The Empower project is a youth-focused project that intends to provide support for young people within the Northern Regions through transformative development approaches. The project commenced in 2021 with training on soap making for young girls within the tamale metropolis and has since provided support for them through engagements and exposure to a wide market, trade fairs, and conferences related to business entrepreneurship. After a successful implementation in 2021, the project had a selection process for its second cohort, this time in modern transformative beekeeping for young people within the Northern and Savannah regions.

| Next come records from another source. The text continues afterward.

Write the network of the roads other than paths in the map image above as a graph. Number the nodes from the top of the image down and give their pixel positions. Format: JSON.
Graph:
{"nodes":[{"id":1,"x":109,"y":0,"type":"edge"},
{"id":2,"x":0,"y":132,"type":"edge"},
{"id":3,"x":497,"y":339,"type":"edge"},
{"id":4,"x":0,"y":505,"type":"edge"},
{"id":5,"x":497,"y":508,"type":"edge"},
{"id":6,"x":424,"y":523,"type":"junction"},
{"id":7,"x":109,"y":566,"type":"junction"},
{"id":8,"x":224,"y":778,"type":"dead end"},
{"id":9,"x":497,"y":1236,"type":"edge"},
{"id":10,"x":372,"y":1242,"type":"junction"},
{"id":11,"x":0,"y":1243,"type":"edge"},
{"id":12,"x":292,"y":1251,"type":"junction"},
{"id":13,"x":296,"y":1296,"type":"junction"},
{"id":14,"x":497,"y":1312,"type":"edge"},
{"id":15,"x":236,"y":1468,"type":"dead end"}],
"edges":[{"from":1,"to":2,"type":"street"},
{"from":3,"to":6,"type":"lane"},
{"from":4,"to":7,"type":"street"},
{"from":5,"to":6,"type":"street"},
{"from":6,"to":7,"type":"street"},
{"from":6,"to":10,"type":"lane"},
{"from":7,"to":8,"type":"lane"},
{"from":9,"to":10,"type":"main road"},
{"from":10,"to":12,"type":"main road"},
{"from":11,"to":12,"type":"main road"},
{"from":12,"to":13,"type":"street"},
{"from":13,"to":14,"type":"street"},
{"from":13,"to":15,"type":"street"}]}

Two sets of trainings were held for sixty selected participants, thirty each in the West Gonja district of the Savannah region and Nanumba North district within the Northern region. These trainings were meant to introduce participants to modern transformative beekeeping as a tool for ensuring economic and personal development as well as a form of contribution towards climate action. They went through intensive practical training for four days to gain in-depth knowledge as far as beekeeping is concerned.

Participants were taken through indigenous beekeeping methods and their effects on the environment, as well as the bees and other animals, and how necessary it is to adopt contemporary beekeeping methods. Participants with previous knowledge and experience in beekeeping shared their experiences and how they saw contemporary methods to be better after a few comparisons and discussions.

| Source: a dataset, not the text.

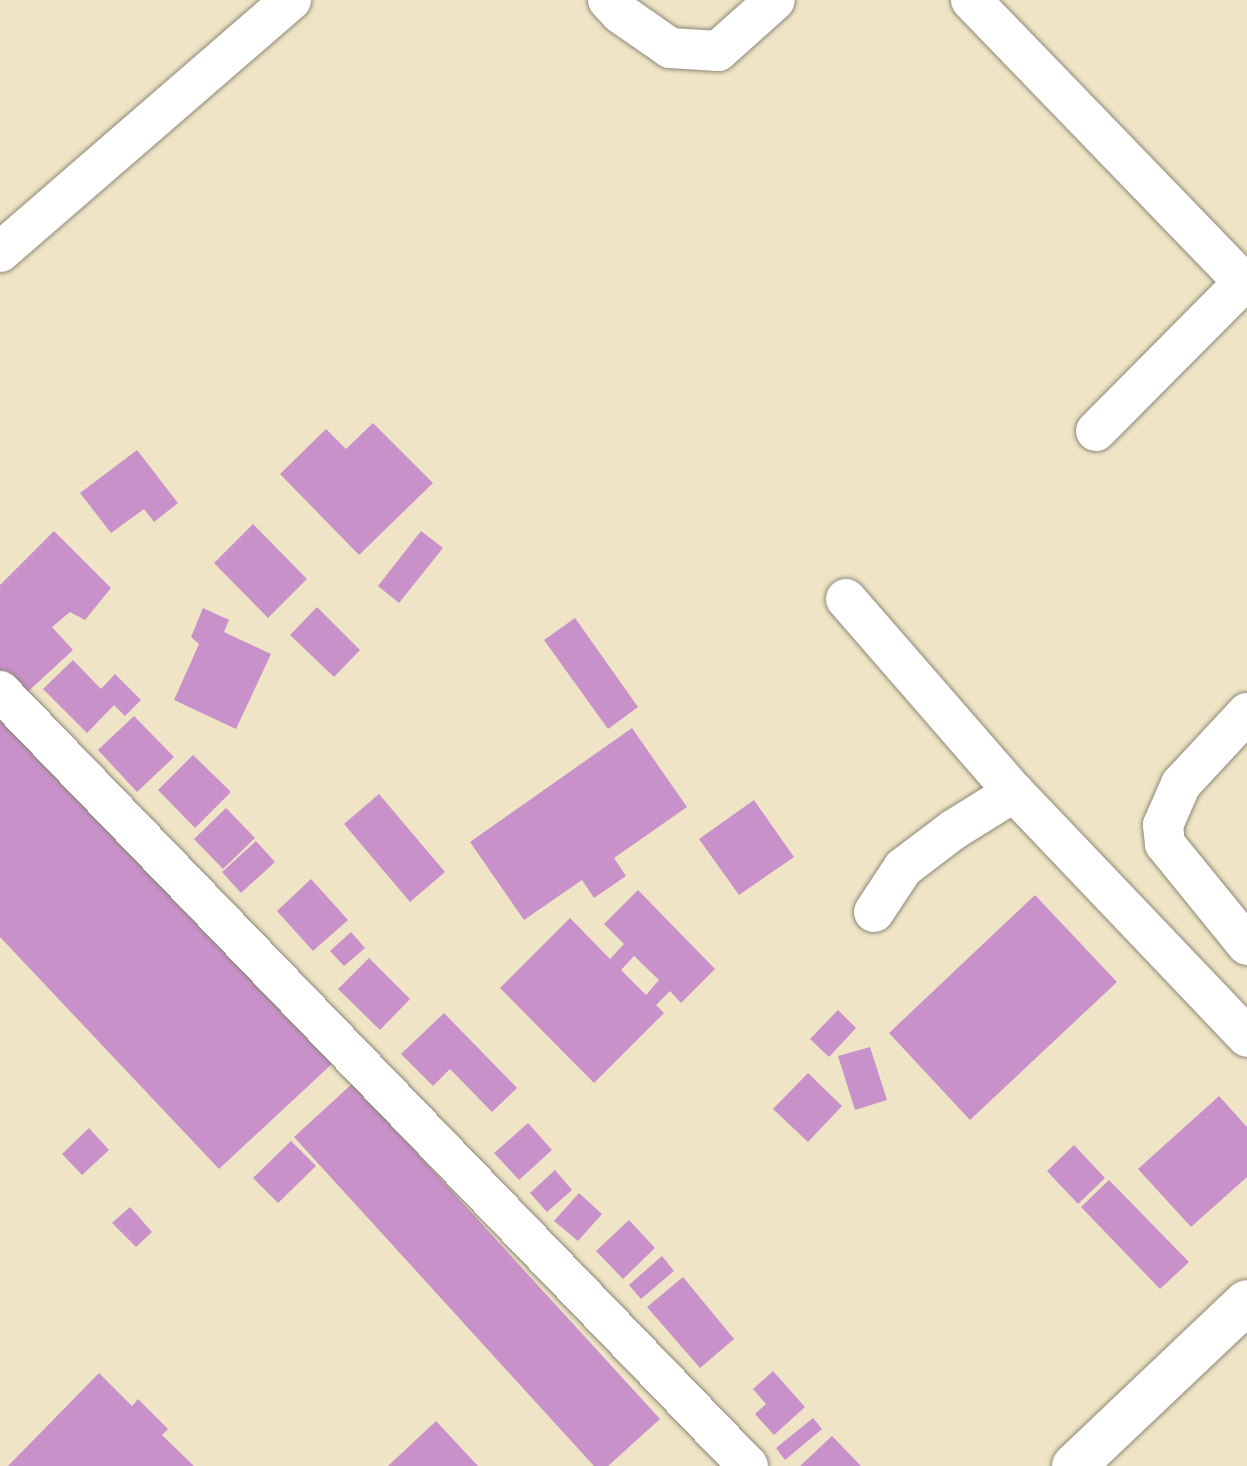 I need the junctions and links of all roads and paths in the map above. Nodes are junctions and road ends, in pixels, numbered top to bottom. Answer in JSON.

“Previously, I used a lighted torch or dry grass to derive bees away from my beehive anytime it was time to harvest honey. I realized most of the bees died as a result of the fire, and on some occasions, I forgot to turn off the flames before leaving the forest,” a participant attested.

The participants were allowed to explore beekeeping areas with the communities in which the training took place. In West Gonja, they had the privilege of visiting the Damango Agric College, where they were shown some beehives and given brief lessons on beekeeping and maintaining hives by the Head of the Animal Science Department. They were also provided with beehives, smokers, and protective gear after the training as start-ups for their beekeeping.